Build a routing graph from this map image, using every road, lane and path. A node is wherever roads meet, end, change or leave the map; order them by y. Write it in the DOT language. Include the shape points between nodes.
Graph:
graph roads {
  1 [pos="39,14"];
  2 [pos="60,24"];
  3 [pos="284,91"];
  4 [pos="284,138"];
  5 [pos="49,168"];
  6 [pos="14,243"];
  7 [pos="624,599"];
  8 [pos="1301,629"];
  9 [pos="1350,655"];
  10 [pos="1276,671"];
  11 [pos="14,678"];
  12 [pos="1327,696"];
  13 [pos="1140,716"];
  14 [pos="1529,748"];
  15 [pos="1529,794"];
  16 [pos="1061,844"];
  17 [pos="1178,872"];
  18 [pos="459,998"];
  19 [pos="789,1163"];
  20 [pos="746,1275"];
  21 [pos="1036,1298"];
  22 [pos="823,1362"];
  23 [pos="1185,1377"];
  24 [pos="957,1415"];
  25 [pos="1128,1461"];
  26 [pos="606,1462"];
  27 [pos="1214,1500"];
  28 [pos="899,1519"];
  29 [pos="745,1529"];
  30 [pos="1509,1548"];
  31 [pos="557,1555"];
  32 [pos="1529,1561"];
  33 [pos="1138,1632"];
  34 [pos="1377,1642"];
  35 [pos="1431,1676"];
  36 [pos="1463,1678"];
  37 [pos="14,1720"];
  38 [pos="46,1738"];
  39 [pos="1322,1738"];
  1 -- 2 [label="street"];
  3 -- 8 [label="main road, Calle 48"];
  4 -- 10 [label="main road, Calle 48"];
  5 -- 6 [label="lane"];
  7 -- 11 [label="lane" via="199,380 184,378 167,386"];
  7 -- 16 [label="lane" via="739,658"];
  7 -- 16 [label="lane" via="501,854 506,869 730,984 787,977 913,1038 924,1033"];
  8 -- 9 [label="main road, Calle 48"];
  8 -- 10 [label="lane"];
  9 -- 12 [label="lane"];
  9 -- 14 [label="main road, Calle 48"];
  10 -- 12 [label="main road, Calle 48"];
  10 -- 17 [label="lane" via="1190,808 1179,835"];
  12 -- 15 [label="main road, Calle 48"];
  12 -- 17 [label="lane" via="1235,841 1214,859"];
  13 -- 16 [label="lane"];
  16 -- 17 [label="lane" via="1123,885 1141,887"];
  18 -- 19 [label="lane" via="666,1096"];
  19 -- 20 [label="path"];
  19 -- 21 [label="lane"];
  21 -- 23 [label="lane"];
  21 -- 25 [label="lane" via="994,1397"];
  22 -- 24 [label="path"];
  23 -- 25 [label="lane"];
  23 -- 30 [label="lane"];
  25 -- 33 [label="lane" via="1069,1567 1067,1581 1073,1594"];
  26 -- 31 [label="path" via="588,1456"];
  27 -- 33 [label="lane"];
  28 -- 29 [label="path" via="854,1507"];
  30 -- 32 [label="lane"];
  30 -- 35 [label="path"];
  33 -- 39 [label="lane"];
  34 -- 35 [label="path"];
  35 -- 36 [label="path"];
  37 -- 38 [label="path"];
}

|---|

**What the task requires**
Transcribe each line of the listing above precisely as it appears.

**Answer box**
Build a routing graph from this map image, using every road, lane and path. A node is wherever roads meet, end, change or leave the map; order them by y. Write it in the DOT language. Include the shape points between nodes.
Graph:
graph roads {
  1 [pos="39,14"];
  2 [pos="60,24"];
  3 [pos="284,91"];
  4 [pos="284,138"];
  5 [pos="49,168"];
  6 [pos="14,243"];
  7 [pos="624,599"];
  8 [pos="1301,629"];
  9 [pos="1350,655"];
  10 [pos="1276,671"];
  11 [pos="14,678"];
  12 [pos="1327,696"];
  13 [pos="1140,716"];
  14 [pos="1529,748"];
  15 [pos="1529,794"];
  16 [pos="1061,844"];
  17 [pos="1178,872"];
  18 [pos="459,998"];
  19 [pos="789,1163"];
  20 [pos="746,1275"];
  21 [pos="1036,1298"];
  22 [pos="823,1362"];
  23 [pos="1185,1377"];
  24 [pos="957,1415"];
  25 [pos="1128,1461"];
  26 [pos="606,1462"];
  27 [pos="1214,1500"];
  28 [pos="899,1519"];
  29 [pos="745,1529"];
  30 [pos="1509,1548"];
  31 [pos="557,1555"];
  32 [pos="1529,1561"];
  33 [pos="1138,1632"];
  34 [pos="1377,1642"];
  35 [pos="1431,1676"];
  36 [pos="1463,1678"];
  37 [pos="14,1720"];
  38 [pos="46,1738"];
  39 [pos="1322,1738"];
  1 -- 2 [label="street"];
  3 -- 8 [label="main road, Calle 48"];
  4 -- 10 [label="main road, Calle 48"];
  5 -- 6 [label="lane"];
  7 -- 11 [label="lane" via="199,380 184,378 167,386"];
  7 -- 16 [label="lane" via="739,658"];
  7 -- 16 [label="lane" via="501,854 506,869 730,984 787,977 913,1038 924,1033"];
  8 -- 9 [label="main road, Calle 48"];
  8 -- 10 [label="lane"];
  9 -- 12 [label="lane"];
  9 -- 14 [label="main road, Calle 48"];
  10 -- 12 [label="main road, Calle 48"];
  10 -- 17 [label="lane" via="1190,808 1179,835"];
  12 -- 15 [label="main road, Calle 48"];
  12 -- 17 [label="lane" via="1235,841 1214,859"];
  13 -- 16 [label="lane"];
  16 -- 17 [label="lane" via="1123,885 1141,887"];
  18 -- 19 [label="lane" via="666,1096"];
  19 -- 20 [label="path"];
  19 -- 21 [label="lane"];
  21 -- 23 [label="lane"];
  21 -- 25 [label="lane" via="994,1397"];
  22 -- 24 [label="path"];
  23 -- 25 [label="lane"];
  23 -- 30 [label="lane"];
  25 -- 33 [label="lane" via="1069,1567 1067,1581 1073,1594"];
  26 -- 31 [label="path" via="588,1456"];
  27 -- 33 [label="lane"];
  28 -- 29 [label="path" via="854,1507"];
  30 -- 32 [label="lane"];
  30 -- 35 [label="path"];
  33 -- 39 [label="lane"];
  34 -- 35 [label="path"];
  35 -- 36 [label="path"];
  37 -- 38 [label="path"];
}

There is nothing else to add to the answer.